By April 2, 2013Blog

To celebrate today’s release of Mr. Flux I would like to introduce you to my youngest son—also known as the child who inspired the story. Mika is a sentry of sameness. He is a child who likes to sit in his exact same chair in his exact same place and eat his exact same food (mostly fruit and vegetables) in his exact same pants (soft jeans that vary only in color). He prefers to have things served in pairs and if not pairs, then in eights. Do not offer him three of anything. He will refuse. On weekends and holidays, he likes to see his friend Theo and play Lego or invent stories about marshmallows. On warm days, he likes to ride his same old bike, which is now too small for him but never-mind, he and the bicycle “are not getting divorced ever.”

If I have made him sound routine and boring I apologize. Like his mother, he can be operatic in his fancies and moods. He has a vibrant imagination and can often be found sitting in his exact same chair drawing comics with his exact same pen or pencil. He can fill books and books this way and it is not unusual for me to open up an important (to me) writing notebook only to find it colonized by important (to him) robots and marshmallow men. Here is his drawing of “Random City”, an apparently inhospitable place.

Sometimes he will bolt out of his chair and rearrange tchotchkes on our shelves or put Mimi’s cat bowl, which sometimes drifts across the floor, back where it belongs. He seems to have an innate sense of Feng Shui and his sense of order is easily insulted. His brother’s appearance, for example, is often unruly and thus an affront to his sensibilities.

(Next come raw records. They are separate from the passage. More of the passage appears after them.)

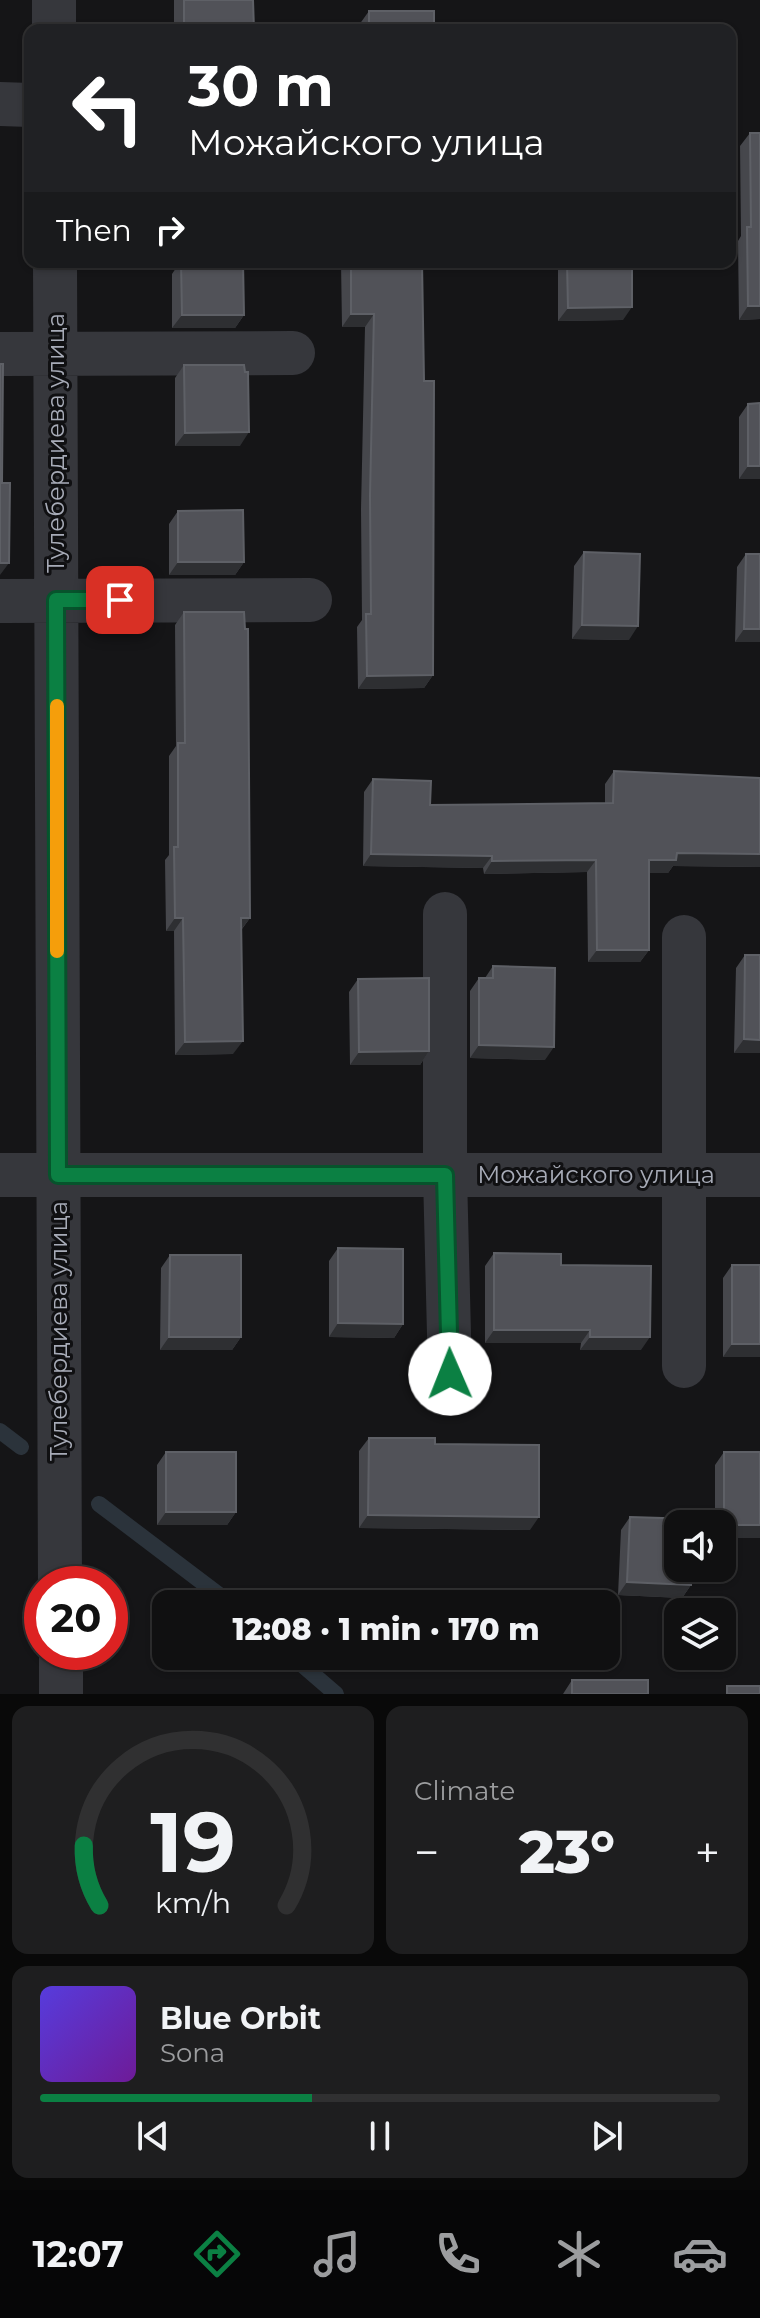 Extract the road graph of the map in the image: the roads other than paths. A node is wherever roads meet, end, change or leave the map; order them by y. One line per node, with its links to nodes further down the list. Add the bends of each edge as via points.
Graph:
1 (54, 0): 2 (street)
2 (54, 24)
3 (0, 104): 4 (street)
4 (24, 105)
5 (55, 268): 8 (street, Тулебердиева улица)
6 (293, 353): 8 (street)
7 (0, 354): 8 (street)
8 (55, 354): 9 (street, Тулебердиева улица)
9 (56, 600): 10 (street); 11 (street); 15 (street, Тулебердиева улица)
10 (310, 600)
11 (0, 601)
12 (445, 914): 16 (street)
13 (684, 937): 17 (street)
14 (0, 1175): 15 (street, Можайского улица)
15 (58, 1175): 16 (street, Можайского улица); 21 (street, Тулебердиева улица)
16 (445, 1175): 17 (street, Можайского улица); 20 (street)
17 (684, 1175): 18 (street, Можайского улица); 19 (street)
18 (760, 1175)
19 (684, 1366)
20 (450, 1374)
21 (60, 1566)
22 (61, 1670): 23 (street)
23 (61, 1694)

In many ways, my youngest son resembles Martin who might have similar responses to the following prompts…

Best change: “Winter to Spring.” Scariest change: “Day to Night.” Most changing experience: “When I gave up Huggie (my blanket) and when I stopped eating gluten.” Most wished for change: “I would like to be a bird that doesn’t have any fears.”

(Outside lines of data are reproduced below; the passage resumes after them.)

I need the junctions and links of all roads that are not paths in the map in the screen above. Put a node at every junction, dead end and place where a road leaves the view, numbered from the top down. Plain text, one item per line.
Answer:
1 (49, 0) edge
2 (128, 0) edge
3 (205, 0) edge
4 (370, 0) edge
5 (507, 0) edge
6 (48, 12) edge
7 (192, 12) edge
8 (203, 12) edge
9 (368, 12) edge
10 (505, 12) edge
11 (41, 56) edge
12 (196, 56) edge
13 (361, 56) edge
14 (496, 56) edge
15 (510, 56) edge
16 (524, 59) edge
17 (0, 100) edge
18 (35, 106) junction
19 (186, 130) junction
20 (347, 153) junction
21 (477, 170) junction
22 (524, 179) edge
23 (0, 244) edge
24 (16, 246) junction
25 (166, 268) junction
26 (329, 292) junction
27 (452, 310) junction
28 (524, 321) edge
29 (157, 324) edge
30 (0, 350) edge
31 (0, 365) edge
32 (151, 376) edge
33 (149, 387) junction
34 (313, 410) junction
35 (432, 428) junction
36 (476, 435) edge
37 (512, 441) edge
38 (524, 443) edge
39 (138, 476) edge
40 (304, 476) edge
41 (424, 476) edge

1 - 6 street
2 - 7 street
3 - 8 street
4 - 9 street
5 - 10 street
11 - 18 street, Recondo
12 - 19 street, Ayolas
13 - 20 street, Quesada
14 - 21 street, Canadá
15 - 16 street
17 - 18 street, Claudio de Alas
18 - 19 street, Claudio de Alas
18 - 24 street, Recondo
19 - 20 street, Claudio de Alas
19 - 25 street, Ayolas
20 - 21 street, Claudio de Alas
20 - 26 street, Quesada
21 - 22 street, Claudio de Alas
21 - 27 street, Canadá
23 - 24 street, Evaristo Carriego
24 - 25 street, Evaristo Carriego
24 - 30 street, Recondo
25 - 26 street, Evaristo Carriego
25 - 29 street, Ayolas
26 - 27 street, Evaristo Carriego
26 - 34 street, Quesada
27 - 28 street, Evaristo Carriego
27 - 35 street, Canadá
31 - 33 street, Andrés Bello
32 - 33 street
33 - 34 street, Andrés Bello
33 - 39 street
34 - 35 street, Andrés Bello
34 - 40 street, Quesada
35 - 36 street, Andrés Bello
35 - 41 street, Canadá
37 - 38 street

Despite his wariness, he constantly surprises me. He may not spin toy rabbits on a turntable or throw hats out the window (as Martin and Mr. Flux do in the story) but his mind is constantly a-flux with new ideas and creations. He may appear outwardly conservative but inwardly he is an anarchic wizard—a living reminder to not judge a book etc. Twyla Tharp once noted: “Before you can think out of the box, you have to start with a box” and I know Mika and Martin would both agree.

So there you are. I hope you’ll pick up a copy of Mr. Flux and share it with any Martins (or Mikas) you may know. Matte Stephens and I are both very proud of our collaboration.